Requirement: Repeat each entry below exactly, omitting any picture it holds.
+++ Working data
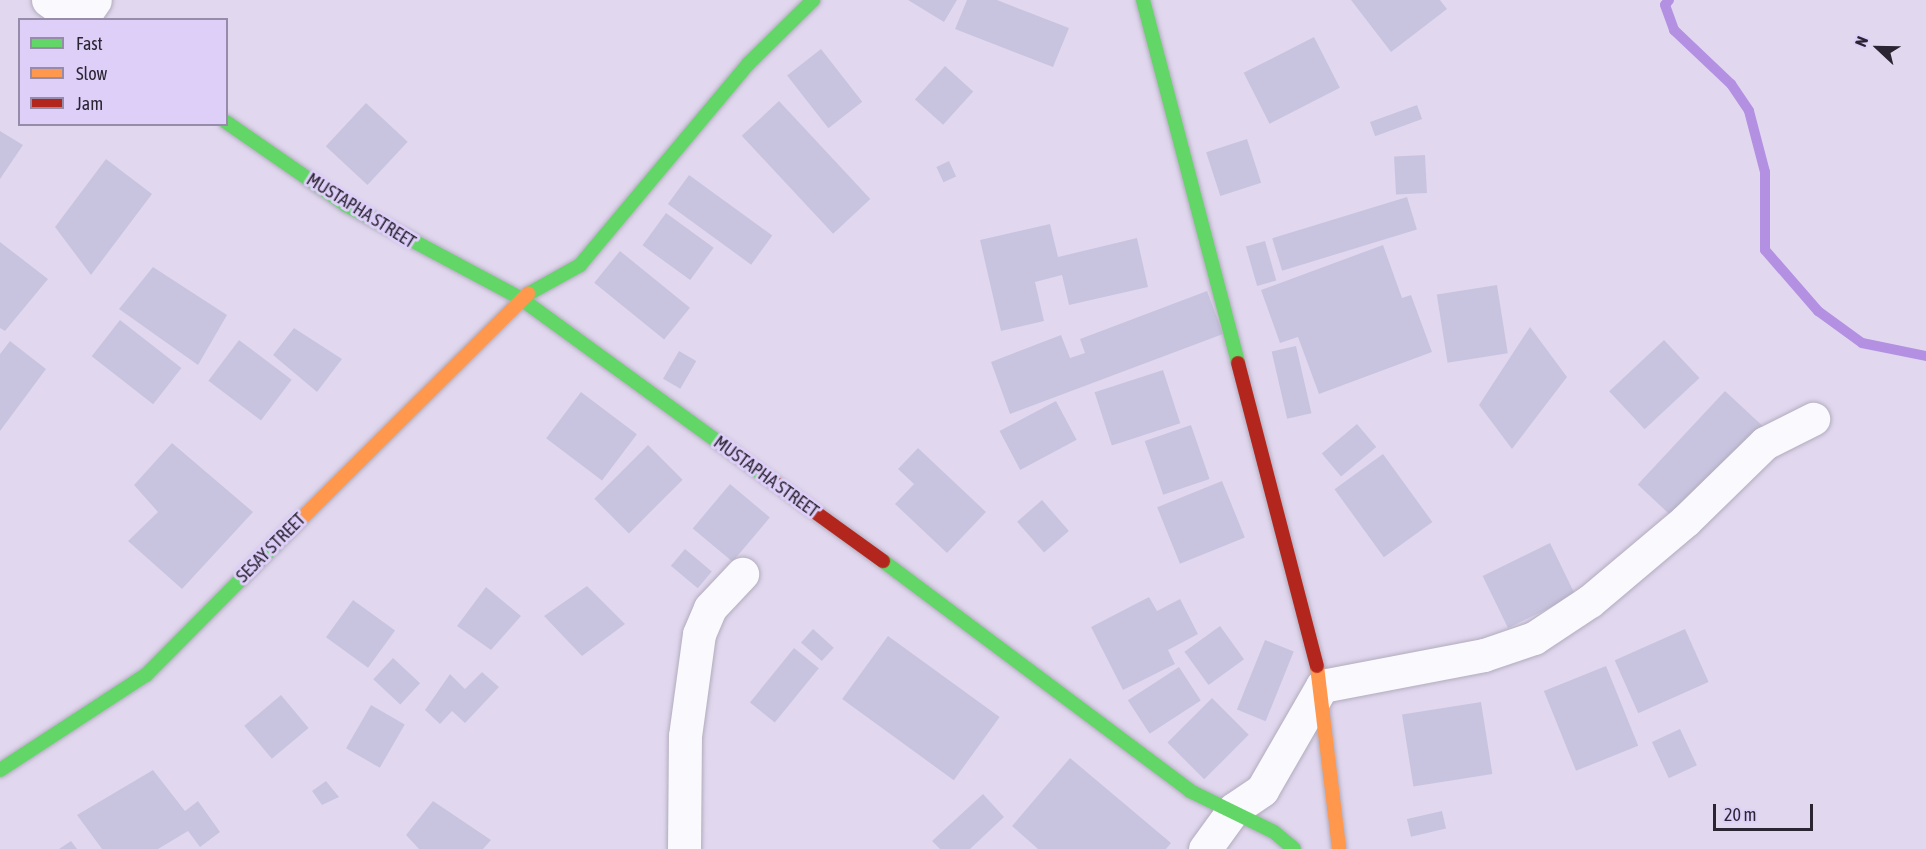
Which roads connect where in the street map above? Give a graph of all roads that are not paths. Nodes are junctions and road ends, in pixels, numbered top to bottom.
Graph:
1 (48, 0) edge
2 (95, 0) edge
3 (813, 0) edge
4 (1143, 0) edge
5 (73, 18) edge
6 (82, 18) edge
7 (228, 123) edge
8 (520, 298) junction
9 (1813, 419) dead end
10 (742, 574) dead end
11 (1322, 686) junction
12 (0, 770) edge
13 (1234, 809) junction
14 (684, 849) edge
15 (1205, 849) edge
16 (1294, 849) edge
17 (1339, 849) edge

1 - 5 street
2 - 6 street
3 - 8 street, SESAY STREET
4 - 11 street
7 - 8 street, MUSTAPHA STREET
8 - 12 street, SESAY STREET
8 - 13 street, MUSTAPHA STREET
9 - 11 street
10 - 14 street
11 - 13 street
11 - 17 street
13 - 15 street
13 - 16 street, MUSTAPHA STREET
++++++
Task result:
Which roads connect where in the street map above? Give a graph of all roads that are not paths. Nodes are junctions and road ends, in pixels, numbered top to bottom.
Graph:
1 (48, 0) edge
2 (95, 0) edge
3 (813, 0) edge
4 (1143, 0) edge
5 (73, 18) edge
6 (82, 18) edge
7 (228, 123) edge
8 (520, 298) junction
9 (1813, 419) dead end
10 (742, 574) dead end
11 (1322, 686) junction
12 (0, 770) edge
13 (1234, 809) junction
14 (684, 849) edge
15 (1205, 849) edge
16 (1294, 849) edge
17 (1339, 849) edge

1 - 5 street
2 - 6 street
3 - 8 street, SESAY STREET
4 - 11 street
7 - 8 street, MUSTAPHA STREET
8 - 12 street, SESAY STREET
8 - 13 street, MUSTAPHA STREET
9 - 11 street
10 - 14 street
11 - 13 street
11 - 17 street
13 - 15 street
13 - 16 street, MUSTAPHA STREET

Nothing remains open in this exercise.